Sunday, April 25, 2010

Crystal Tools: the engine that wasn't supposed to be

I touched on FFXIII in my second post, where I compared software rendering to hardware rendering. The Final Fantasy series, as I mentioned, is well known for using pre-rendered(software) cutscenes throughout their games to give the player a little added entertainment. It would be unfair of me not to mention their "Crystal Tools" engine, which handles all parts of the game that are not done with pre-rendered cutscenes.

SquareEnix started this engine about 4 years ago to take full advantage of the hardware graphics abilities of the Playstation3 console. This engine is so powerful that many players can not actually tell what the difference is between pre-rendered and real-time graphics. Some fans are even arguing (incorrectly) that this project doesn't even use pre-rendered videos.

Mis-informed fandom aside, this is just another point to my argument that hardware rendering has reached a point where the common audience member can't tell the difference. There is a difference still, but to really see it you need to give what you're looking at a close inspection:

Pre-rendered image, capture courtesy of the Eurogamer Website:

Real-time image, capture courtesy of the Eurogamer Website:

Notice the difference in the appearance of hair's smoothness and transparency, and the nicer anti-aliasing of the latter image. Also notice the more varied lighting and softer shadows. They are noticeable here on still images, but when you watch the project's 2009 trailer, can you spot the places where they switch between software and hardware? It happens at least 4 times in the first minute alone.

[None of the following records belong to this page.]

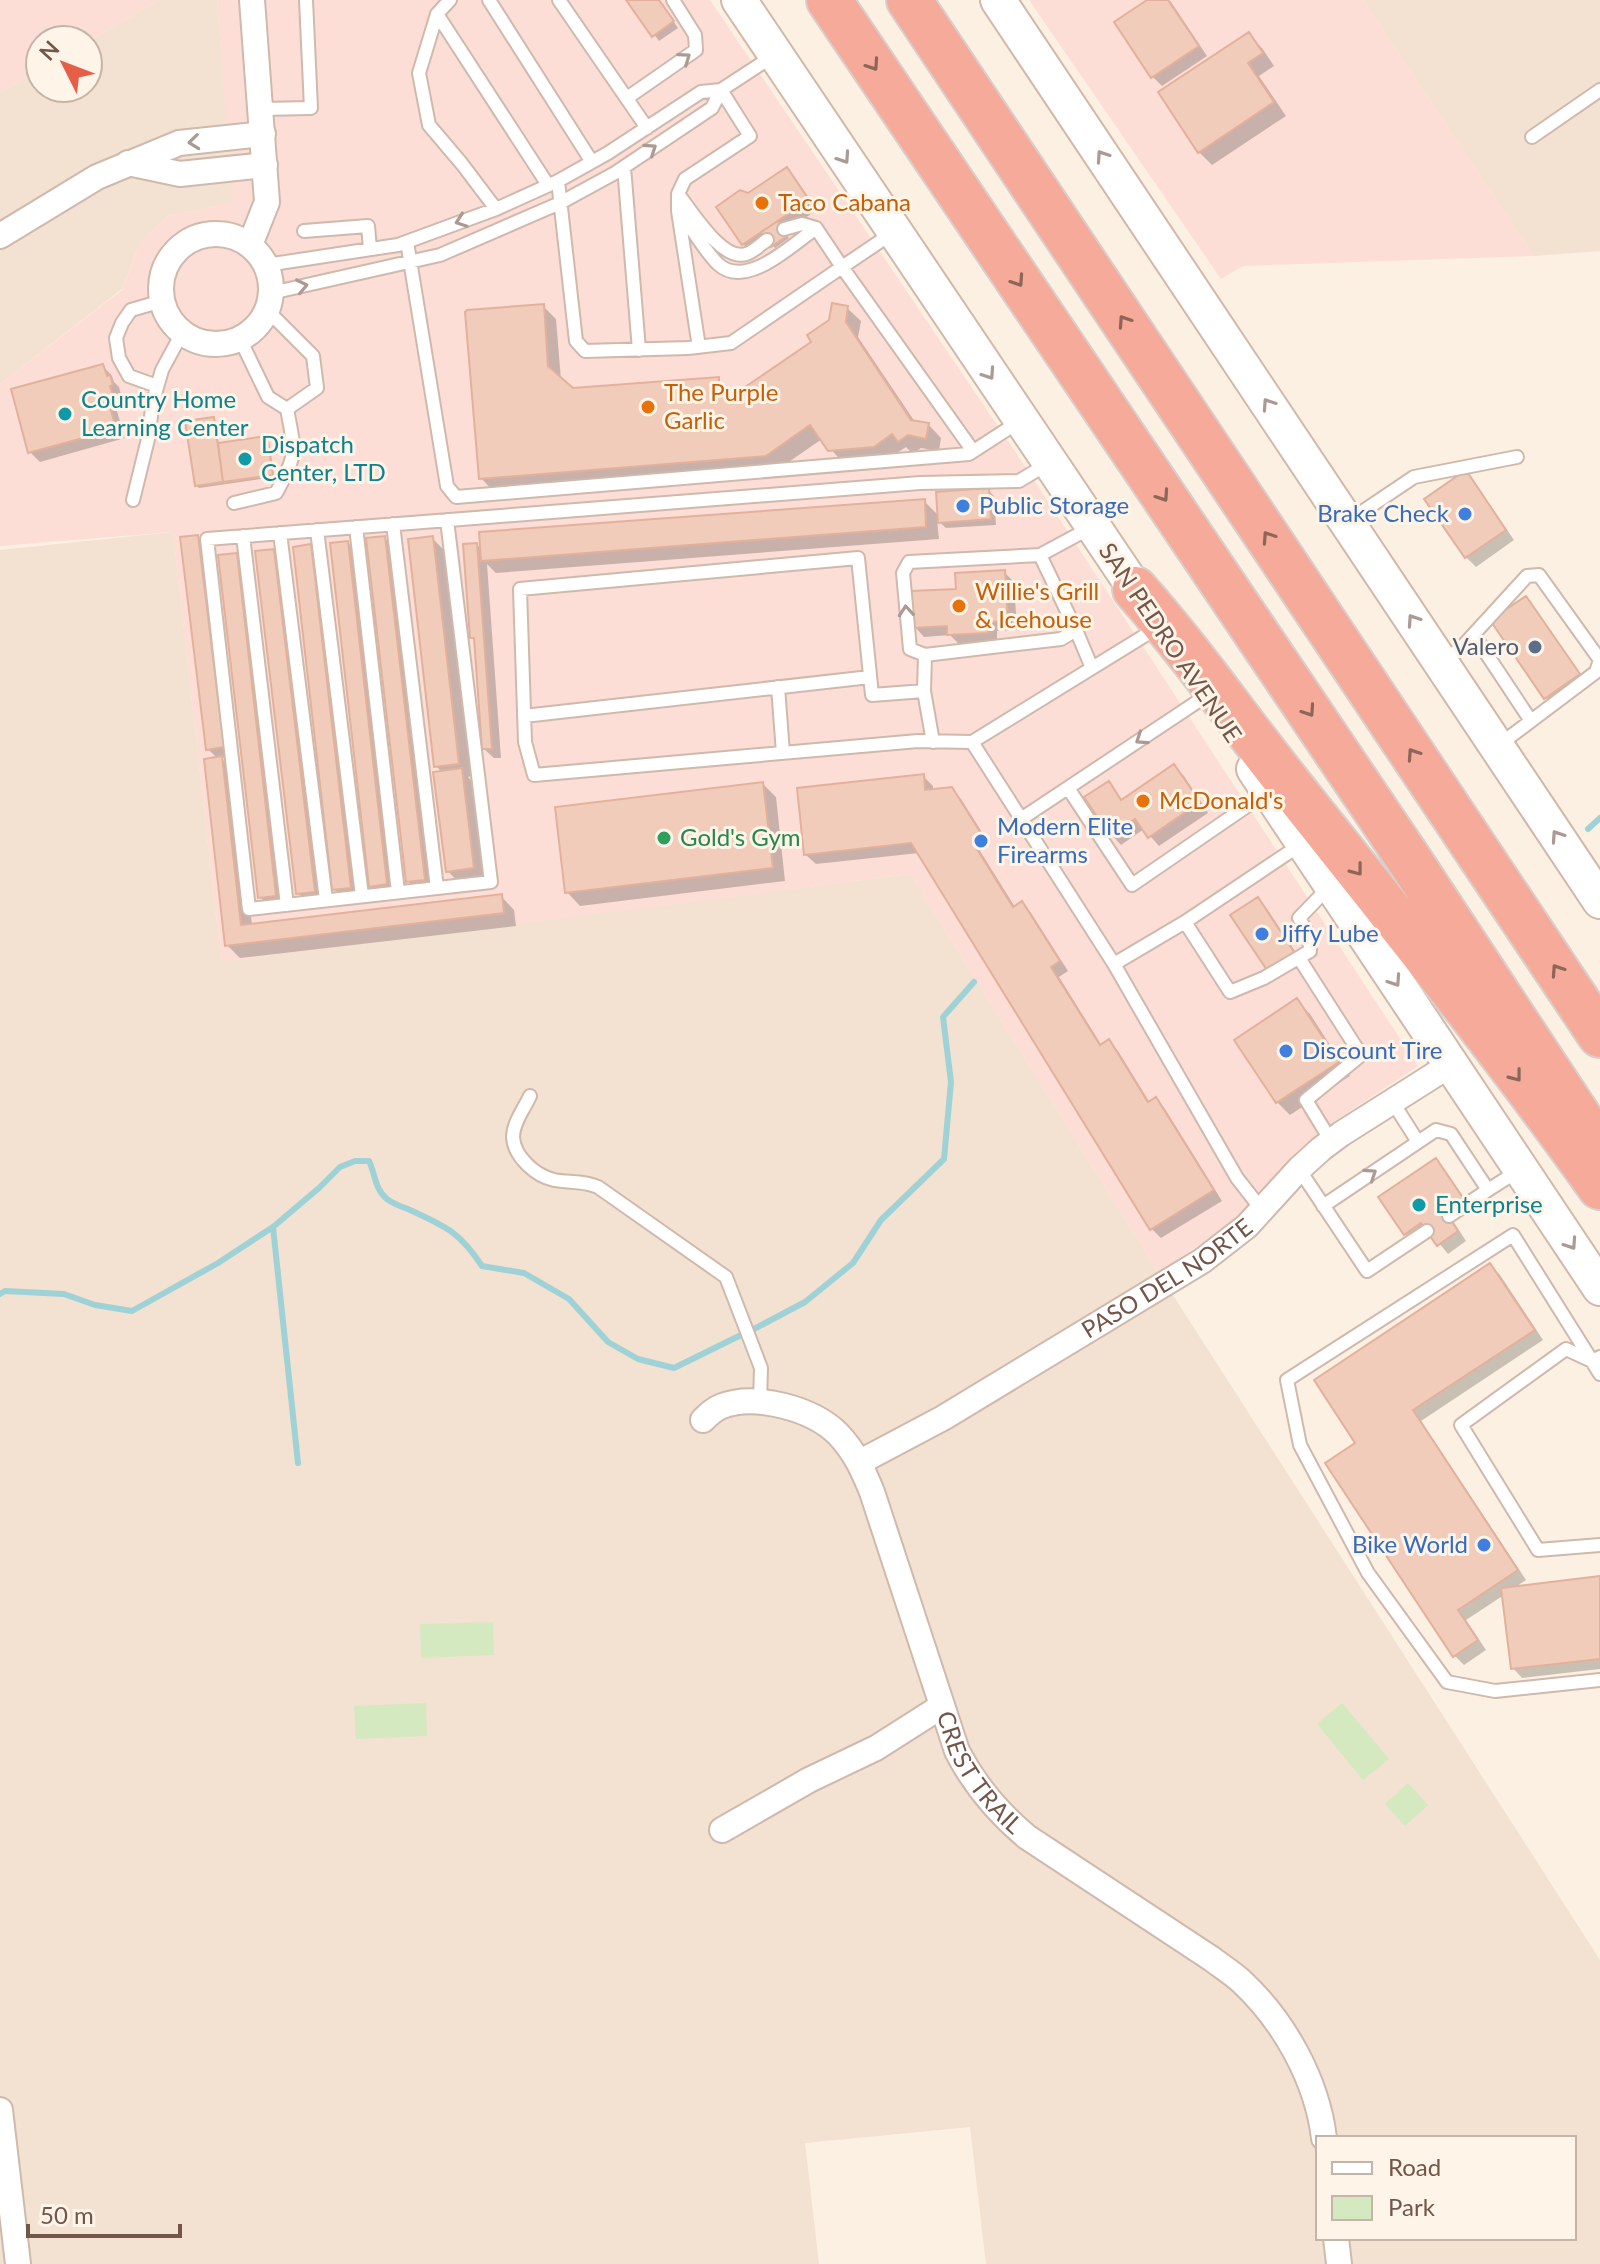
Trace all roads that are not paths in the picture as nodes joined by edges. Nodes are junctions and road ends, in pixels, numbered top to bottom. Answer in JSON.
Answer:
{"nodes":[{"id":1,"x":252,"y":0,"type":"edge"},
{"id":2,"x":306,"y":0,"type":"edge"},
{"id":3,"x":450,"y":0,"type":"edge"},
{"id":4,"x":489,"y":0,"type":"edge"},
{"id":5,"x":559,"y":0,"type":"edge"},
{"id":6,"x":673,"y":0,"type":"edge"},
{"id":7,"x":739,"y":0,"type":"edge"},
{"id":8,"x":829,"y":0,"type":"edge"},
{"id":9,"x":909,"y":0,"type":"edge"},
{"id":10,"x":998,"y":0,"type":"edge"},
{"id":11,"x":437,"y":14,"type":"junction"},
{"id":12,"x":775,"y":55,"type":"junction"},
{"id":13,"x":721,"y":90,"type":"junction"},
{"id":14,"x":1600,"y":90,"type":"edge"},
{"id":15,"x":627,"y":98,"type":"junction"},
{"id":16,"x":261,"y":109,"type":"junction"},
{"id":17,"x":647,"y":128,"type":"junction"},
{"id":18,"x":263,"y":134,"type":"junction"},
{"id":19,"x":1532,"y":137,"type":"dead end"},
{"id":20,"x":592,"y":162,"type":"junction"},
{"id":21,"x":128,"y":163,"type":"junction"},
{"id":22,"x":265,"y":165,"type":"junction"},
{"id":23,"x":624,"y":167,"type":"junction"},
{"id":24,"x":553,"y":183,"type":"junction"},
{"id":25,"x":678,"y":194,"type":"junction"},
{"id":26,"x":560,"y":203,"type":"junction"},
{"id":27,"x":496,"y":209,"type":"junction"},
{"id":28,"x":678,"y":211,"type":"junction"},
{"id":29,"x":816,"y":228,"type":"junction"},
{"id":30,"x":784,"y":229,"type":"dead end"},
{"id":31,"x":304,"y":231,"type":"dead end"},
{"id":32,"x":894,"y":232,"type":"junction"},
{"id":33,"x":0,"y":236,"type":"edge"},
{"id":34,"x":767,"y":240,"type":"dead end"},
{"id":35,"x":407,"y":242,"type":"junction"},
{"id":36,"x":250,"y":245,"type":"junction"},
{"id":37,"x":370,"y":249,"type":"junction"},
{"id":38,"x":410,"y":262,"type":"junction"},
{"id":39,"x":266,"y":265,"type":"junction"},
{"id":40,"x":842,"y":267,"type":"junction"},
{"id":41,"x":162,"y":301,"type":"junction"},
{"id":42,"x":269,"y":301,"type":"junction"},
{"id":43,"x":182,"y":333,"type":"junction"},
{"id":44,"x":240,"y":339,"type":"junction"},
{"id":45,"x":699,"y":347,"type":"junction"},
{"id":46,"x":639,"y":350,"type":"junction"},
{"id":47,"x":157,"y":386,"type":"junction"},
{"id":48,"x":287,"y":409,"type":"junction"},
{"id":49,"x":1020,"y":421,"type":"junction"},
{"id":50,"x":973,"y":451,"type":"junction"},
{"id":51,"x":1517,"y":457,"type":"dead end"},
{"id":52,"x":1049,"y":463,"type":"junction"},
{"id":53,"x":133,"y":500,"type":"dead end"},
{"id":54,"x":234,"y":503,"type":"dead end"},
{"id":55,"x":447,"y":520,"type":"junction"},
{"id":56,"x":1348,"y":522,"type":"junction"},
{"id":57,"x":393,"y":524,"type":"junction"},
{"id":58,"x":356,"y":527,"type":"junction"},
{"id":59,"x":1092,"y":527,"type":"junction"},
{"id":60,"x":317,"y":530,"type":"junction"},
{"id":61,"x":280,"y":533,"type":"junction"},
{"id":62,"x":243,"y":536,"type":"junction"},
{"id":63,"x":1040,"y":555,"type":"junction"},
{"id":64,"x":1135,"y":589,"type":"joint"},
{"id":65,"x":1163,"y":626,"type":"junction"},
{"id":66,"x":1076,"y":630,"type":"junction"},
{"id":67,"x":1474,"y":635,"type":"junction"},
{"id":68,"x":925,"y":655,"type":"junction"},
{"id":69,"x":1441,"y":663,"type":"junction"},
{"id":70,"x":1092,"y":668,"type":"junction"},
{"id":71,"x":870,"y":677,"type":"junction"},
{"id":72,"x":778,"y":687,"type":"junction"},
{"id":73,"x":924,"y":691,"type":"junction"},
{"id":74,"x":1206,"y":696,"type":"junction"},
{"id":75,"x":524,"y":716,"type":"junction"},
{"id":76,"x":1531,"y":721,"type":"junction"},
{"id":77,"x":933,"y":742,"type":"junction"},
{"id":78,"x":972,"y":742,"type":"junction"},
{"id":79,"x":1497,"y":746,"type":"junction"},
{"id":80,"x":783,"y":753,"type":"junction"},
{"id":81,"x":1068,"y":788,"type":"junction"},
{"id":82,"x":1269,"y":791,"type":"junction"},
{"id":83,"x":1021,"y":819,"type":"junction"},
{"id":84,"x":1303,"y":843,"type":"junction"},
{"id":85,"x":1331,"y":885,"type":"junction"},
{"id":86,"x":437,"y":888,"type":"junction"},
{"id":87,"x":398,"y":892,"type":"junction"},
{"id":88,"x":362,"y":896,"type":"junction"},
{"id":89,"x":326,"y":900,"type":"junction"},
{"id":90,"x":1600,"y":901,"type":"edge"},
{"id":91,"x":287,"y":905,"type":"junction"},
{"id":92,"x":1185,"y":922,"type":"junction"},
{"id":93,"x":1299,"y":958,"type":"junction"},
{"id":94,"x":1114,"y":964,"type":"junction"},
{"id":95,"x":1600,"y":1035,"type":"edge"},
{"id":96,"x":1450,"y":1065,"type":"junction"},
{"id":97,"x":530,"y":1096,"type":"dead end"},
{"id":98,"x":1392,"y":1101,"type":"junction"},
{"id":99,"x":1331,"y":1141,"type":"junction"},
{"id":100,"x":1418,"y":1142,"type":"junction"},
{"id":101,"x":1600,"y":1149,"type":"edge"},
{"id":102,"x":1299,"y":1169,"type":"junction"},
{"id":103,"x":1521,"y":1169,"type":"junction"},
{"id":104,"x":1600,"y":1187,"type":"edge"},
{"id":105,"x":1488,"y":1190,"type":"junction"},
{"id":106,"x":1323,"y":1206,"type":"junction"},
{"id":107,"x":1262,"y":1210,"type":"junction"},
{"id":108,"x":1449,"y":1216,"type":"dead end"},
{"id":109,"x":1427,"y":1231,"type":"dead end"},
{"id":110,"x":1600,"y":1288,"type":"edge"},
{"id":111,"x":1596,"y":1359,"type":"edge"},
{"id":112,"x":1600,"y":1374,"type":"edge"},
{"id":113,"x":760,"y":1402,"type":"junction"},
{"id":114,"x":703,"y":1420,"type":"dead end"},
{"id":115,"x":860,"y":1462,"type":"junction"},
{"id":116,"x":1600,"y":1545,"type":"edge"},
{"id":117,"x":1600,"y":1680,"type":"edge"},
{"id":118,"x":942,"y":1706,"type":"junction"},
{"id":119,"x":722,"y":1830,"type":"dead end"},
{"id":120,"x":0,"y":2110,"type":"edge"},
{"id":121,"x":1324,"y":2136,"type":"edge"},
{"id":122,"x":1336,"y":2240,"type":"edge"},
{"id":123,"x":18,"y":2264,"type":"edge"},
{"id":124,"x":1339,"y":2264,"type":"edge"}],
"edges":[{"from":1,"to":16,"type":"street"},
{"from":2,"to":16,"type":"lane"},
{"from":3,"to":11,"type":"lane"},
{"from":4,"to":20,"type":"lane"},
{"from":5,"to":15,"type":"lane"},
{"from":15,"to":6,"type":"lane","one_way":true},
{"from":7,"to":12,"type":"main road","name":"SAN PEDRO AVENUE"},
{"from":8,"to":101,"type":"highway","one_way":true},
{"from":95,"to":9,"type":"highway","one_way":true},
{"from":56,"to":10,"type":"main road","one_way":true},
{"from":11,"to":24,"type":"lane"},
{"from":11,"to":27,"type":"lane"},
{"from":12,"to":13,"type":"lane"},
{"from":12,"to":32,"type":"main road","name":"SAN PEDRO AVENUE","one_way":true},
{"from":13,"to":17,"type":"lane"},
{"from":23,"to":13,"type":"lane","one_way":true},
{"from":13,"to":25,"type":"lane"},
{"from":14,"to":19,"type":"lane"},
{"from":15,"to":17,"type":"lane"},
{"from":16,"to":18,"type":"street"},
{"from":17,"to":20,"type":"lane"},
{"from":18,"to":21,"type":"street","one_way":true},
{"from":18,"to":22,"type":"street"},
{"from":20,"to":24,"type":"lane"},
{"from":21,"to":22,"type":"street"},
{"from":21,"to":33,"type":"street"},
{"from":22,"to":36,"type":"street"},
{"from":23,"to":26,"type":"lane"},
{"from":23,"to":46,"type":"lane"},
{"from":24,"to":26,"type":"lane"},
{"from":24,"to":27,"type":"lane"},
{"from":25,"to":28,"type":"lane"},
{"from":25,"to":34,"type":"lane"},
{"from":26,"to":38,"type":"lane"},
{"from":26,"to":46,"type":"lane"},
{"from":27,"to":35,"type":"lane","one_way":true},
{"from":28,"to":29,"type":"lane"},
{"from":28,"to":45,"type":"lane"},
{"from":29,"to":30,"type":"lane"},
{"from":29,"to":40,"type":"lane"},
{"from":31,"to":37,"type":"lane"},
{"from":32,"to":40,"type":"lane"},
{"from":32,"to":49,"type":"main road","name":"SAN PEDRO AVENUE","one_way":true},
{"from":35,"to":37,"type":"lane"},
{"from":35,"to":38,"type":"lane"},
{"from":36,"to":39,"type":"street"},
{"from":36,"to":41,"type":"street"},
{"from":37,"to":39,"type":"lane"},
{"from":42,"to":38,"type":"lane","one_way":true},
{"from":38,"to":50,"type":"lane"},
{"from":39,"to":42,"type":"street"},
{"from":40,"to":45,"type":"lane"},
{"from":40,"to":50,"type":"lane"},
{"from":41,"to":43,"type":"street"},
{"from":41,"to":47,"type":"lane"},
{"from":42,"to":44,"type":"street"},
{"from":42,"to":48,"type":"lane"},
{"from":43,"to":44,"type":"street"},
{"from":43,"to":47,"type":"lane"},
{"from":44,"to":48,"type":"lane"},
{"from":45,"to":46,"type":"lane"},
{"from":47,"to":53,"type":"lane"},
{"from":48,"to":54,"type":"lane"},
{"from":49,"to":50,"type":"lane"},
{"from":49,"to":52,"type":"main road","name":"SAN PEDRO AVENUE"},
{"from":51,"to":56,"type":"lane"},
{"from":52,"to":55,"type":"lane"},
{"from":52,"to":59,"type":"main road","name":"SAN PEDRO AVENUE"},
{"from":55,"to":57,"type":"lane"},
{"from":55,"to":86,"type":"lane"},
{"from":69,"to":56,"type":"main road","one_way":true},
{"from":57,"to":58,"type":"lane"},
{"from":57,"to":86,"type":"lane"},
{"from":58,"to":60,"type":"lane"},
{"from":58,"to":87,"type":"lane"},
{"from":59,"to":63,"type":"lane"},
{"from":59,"to":64,"type":"main road","name":"SAN PEDRO AVENUE"},
{"from":60,"to":61,"type":"lane"},
{"from":60,"to":88,"type":"lane"},
{"from":61,"to":62,"type":"lane"},
{"from":61,"to":89,"type":"lane"},
{"from":62,"to":91,"type":"lane"},
{"from":62,"to":91,"type":"lane"},
{"from":63,"to":66,"type":"lane"},
{"from":68,"to":63,"type":"lane","one_way":true},
{"from":64,"to":65,"type":"highway"},
{"from":65,"to":70,"type":"lane"},
{"from":65,"to":74,"type":"main road","name":"SAN PEDRO AVENUE"},
{"from":65,"to":104,"type":"highway","one_way":true},
{"from":66,"to":68,"type":"lane"},
{"from":66,"to":70,"type":"lane"},
{"from":67,"to":69,"type":"lane"},
{"from":67,"to":76,"type":"lane"},
{"from":67,"to":76,"type":"lane"},
{"from":68,"to":73,"type":"lane"},
{"from":69,"to":79,"type":"main road"},
{"from":70,"to":78,"type":"lane"},
{"from":71,"to":72,"type":"lane"},
{"from":71,"to":73,"type":"lane"},
{"from":71,"to":75,"type":"lane"},
{"from":72,"to":75,"type":"lane"},
{"from":72,"to":80,"type":"lane"},
{"from":73,"to":77,"type":"lane"},
{"from":74,"to":81,"type":"lane","one_way":true},
{"from":74,"to":82,"type":"main road","name":"SAN PEDRO AVENUE"},
{"from":75,"to":80,"type":"lane"},
{"from":76,"to":79,"type":"lane"},
{"from":77,"to":78,"type":"lane"},
{"from":77,"to":80,"type":"lane"},
{"from":78,"to":83,"type":"lane"},
{"from":90,"to":79,"type":"main road","one_way":true},
{"from":81,"to":82,"type":"lane"},
{"from":81,"to":83,"type":"lane"},
{"from":82,"to":84,"type":"main road","name":"SAN PEDRO AVENUE"},
{"from":83,"to":94,"type":"lane"},
{"from":84,"to":85,"type":"main road","name":"SAN PEDRO AVENUE"},
{"from":84,"to":92,"type":"lane"},
{"from":85,"to":93,"type":"lane"},
{"from":85,"to":96,"type":"main road","name":"SAN PEDRO AVENUE","one_way":true},
{"from":86,"to":87,"type":"lane"},
{"from":87,"to":88,"type":"lane"},
{"from":88,"to":89,"type":"lane"},
{"from":89,"to":91,"type":"lane"},
{"from":92,"to":93,"type":"lane"},
{"from":92,"to":94,"type":"lane"},
{"from":93,"to":99,"type":"lane"},
{"from":94,"to":107,"type":"lane"},
{"from":96,"to":98,"type":"street","name":"PASO DEL NORTE"},
{"from":96,"to":103,"type":"main road","name":"SAN PEDRO AVENUE"},
{"from":97,"to":113,"type":"lane"},
{"from":98,"to":99,"type":"street","name":"PASO DEL NORTE"},
{"from":98,"to":100,"type":"lane"},
{"from":99,"to":102,"type":"street","name":"PASO DEL NORTE"},
{"from":100,"to":105,"type":"lane"},
{"from":106,"to":100,"type":"lane","one_way":true},
{"from":102,"to":106,"type":"lane"},
{"from":102,"to":107,"type":"street","name":"PASO DEL NORTE"},
{"from":103,"to":105,"type":"lane"},
{"from":103,"to":110,"type":"main road","name":"SAN PEDRO AVENUE","one_way":true},
{"from":105,"to":108,"type":"lane"},
{"from":106,"to":109,"type":"lane"},
{"from":107,"to":115,"type":"street","name":"PASO DEL NORTE"},
{"from":111,"to":112,"type":"lane"},
{"from":111,"to":116,"type":"lane"},
{"from":111,"to":117,"type":"lane"},
{"from":113,"to":114,"type":"street","name":"CREST TRAIL"},
{"from":113,"to":115,"type":"street","name":"CREST TRAIL"},
{"from":115,"to":118,"type":"street","name":"CREST TRAIL"},
{"from":118,"to":119,"type":"street"},
{"from":118,"to":121,"type":"street","name":"CREST TRAIL"},
{"from":120,"to":123,"type":"street"},
{"from":122,"to":124,"type":"street"}]}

The above images come from an article on Eurogamer that mostly compares graphical differences between the Xbox and Playstation versions of the same project. You can read through this article if you like, but the differences between various types of hardware is beyond the scope of my thesis. I am focusing on PC-based hardware rendering, because I want to expose the necessary tools to do so and enable other animators to make use of them. Console environments such as the PS3 or Xbox are too restrictive to allow fo the custom animations and assets that most animation projects would be looking for.